The Creative Mile reimagined as an urban spine that connects the nervous system of three community hubs.

Introduction

Background

The Institute for Advanced Architecture of Catalonia in Barcelona has a longstanding relationship with Foster + Partners in London. Every year, the Master in City and Technology collaborates with the Foster + Partners Urban Design Group for a deep dive into the frontiers of urban transformation. Although the studio takes place over six weeks, it represents the culmination of many months of study in the realm of technology-driven urban design.

Circular Urban Design

The Master in City and Technology explores many different aspects of urban design, from the technological to the ecological. In this project, the focus is on circularity. It asks the question- how can urban transformation create positive feedback loops that nudge communities toward circularity? From the circularity of materials to the circularity of human processes that shape the urban environment itself. This question demands that we go beyond the architectural design of space, and think critically about how communities interact with and co-create space over time.

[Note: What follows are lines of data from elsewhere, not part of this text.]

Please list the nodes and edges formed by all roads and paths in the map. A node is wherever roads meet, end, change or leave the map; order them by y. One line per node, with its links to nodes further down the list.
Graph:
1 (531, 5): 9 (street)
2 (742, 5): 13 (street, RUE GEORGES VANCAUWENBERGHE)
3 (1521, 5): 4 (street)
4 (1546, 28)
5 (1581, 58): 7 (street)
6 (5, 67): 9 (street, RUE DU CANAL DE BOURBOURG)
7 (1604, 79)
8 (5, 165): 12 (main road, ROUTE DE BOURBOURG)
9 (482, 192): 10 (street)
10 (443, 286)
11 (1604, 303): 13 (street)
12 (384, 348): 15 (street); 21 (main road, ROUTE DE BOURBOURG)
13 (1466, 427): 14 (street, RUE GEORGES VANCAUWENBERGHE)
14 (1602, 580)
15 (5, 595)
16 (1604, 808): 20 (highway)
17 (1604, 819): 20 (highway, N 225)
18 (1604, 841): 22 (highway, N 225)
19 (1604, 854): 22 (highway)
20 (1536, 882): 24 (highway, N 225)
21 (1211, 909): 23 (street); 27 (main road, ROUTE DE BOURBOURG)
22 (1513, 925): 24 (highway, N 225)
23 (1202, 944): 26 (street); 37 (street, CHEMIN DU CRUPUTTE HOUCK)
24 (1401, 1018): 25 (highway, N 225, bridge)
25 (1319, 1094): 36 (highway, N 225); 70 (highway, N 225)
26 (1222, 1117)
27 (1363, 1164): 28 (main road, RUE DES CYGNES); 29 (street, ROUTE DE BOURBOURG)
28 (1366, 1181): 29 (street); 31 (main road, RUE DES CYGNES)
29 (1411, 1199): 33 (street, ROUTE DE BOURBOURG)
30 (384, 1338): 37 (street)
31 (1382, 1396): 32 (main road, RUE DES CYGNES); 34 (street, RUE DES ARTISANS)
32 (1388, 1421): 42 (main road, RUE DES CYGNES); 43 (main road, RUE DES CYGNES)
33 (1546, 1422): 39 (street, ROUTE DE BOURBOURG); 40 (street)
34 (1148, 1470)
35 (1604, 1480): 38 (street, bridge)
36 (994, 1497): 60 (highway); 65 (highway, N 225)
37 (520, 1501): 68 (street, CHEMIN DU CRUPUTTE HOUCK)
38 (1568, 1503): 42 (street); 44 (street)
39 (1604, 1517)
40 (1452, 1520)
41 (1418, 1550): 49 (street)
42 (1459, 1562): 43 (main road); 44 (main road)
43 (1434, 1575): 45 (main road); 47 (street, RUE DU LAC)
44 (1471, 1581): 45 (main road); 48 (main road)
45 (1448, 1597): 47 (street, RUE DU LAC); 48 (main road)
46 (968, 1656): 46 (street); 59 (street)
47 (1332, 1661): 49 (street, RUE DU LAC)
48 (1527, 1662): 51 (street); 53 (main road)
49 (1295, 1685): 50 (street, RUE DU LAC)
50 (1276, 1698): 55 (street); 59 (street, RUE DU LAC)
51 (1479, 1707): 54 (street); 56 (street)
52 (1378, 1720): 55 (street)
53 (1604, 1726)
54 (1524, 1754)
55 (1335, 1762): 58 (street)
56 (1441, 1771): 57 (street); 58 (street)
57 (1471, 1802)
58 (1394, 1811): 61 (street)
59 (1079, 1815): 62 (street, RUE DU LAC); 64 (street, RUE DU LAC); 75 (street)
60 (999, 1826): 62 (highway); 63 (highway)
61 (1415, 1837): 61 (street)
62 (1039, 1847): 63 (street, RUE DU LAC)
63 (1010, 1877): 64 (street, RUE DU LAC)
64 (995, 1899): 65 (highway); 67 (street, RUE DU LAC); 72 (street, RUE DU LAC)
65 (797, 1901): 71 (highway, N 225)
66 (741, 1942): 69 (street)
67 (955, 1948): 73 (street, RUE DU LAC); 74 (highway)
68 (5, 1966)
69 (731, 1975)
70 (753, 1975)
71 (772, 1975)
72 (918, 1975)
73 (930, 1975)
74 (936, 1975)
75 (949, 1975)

The concept of circularity implies that the design process itself is not linear. It doesn’t begin at the outset of the project and end with construction. Rather the design process is a matter of local stakeholders co-creating space as time goes on. Circular urban design relies on continuous cycles of co-creation that are embedded in the project brief from the outset. Co-creation within the community carries on long after the formal design process is over. The circularity brief asks us to thoughtfully consider how urban space can be designed to meet the needs of the community in a sustainable way over the long term.

Community Analysis

The Sant Marti District

With its many factories-turned art studios standing next to ultra-modern skyscrapers, Sant Marti is a dynamic and complicated district. It’s still in the middle of a multi-decade transformation. During the industrial revolution, it was Spain’s most economically productive neighborhood. Later, as manufacturing went abroad, Sant Marti fell into poverty and disrepair.

The 22@ Plan

After the ’92 Olympics kickstarted Barcelona’s meteoric growth, the City devised the 22@ plan. The plan called for revitalization in the industrial heart of Sant Marti, with the ambition to create the first purpose-built innovation district in Europe. The plan involves spaces across the district but is mostly concentrated in two areas: 22@ South (where IAAC is located), and 22@ North (situated in the Provençals Del Poblenou neighborhood). The plan has been largely successful at attracting tech companies, foreign investment, and university students, but it has its detractors. Housing has become less accessible to lower-income residents while cultural change has created social tension.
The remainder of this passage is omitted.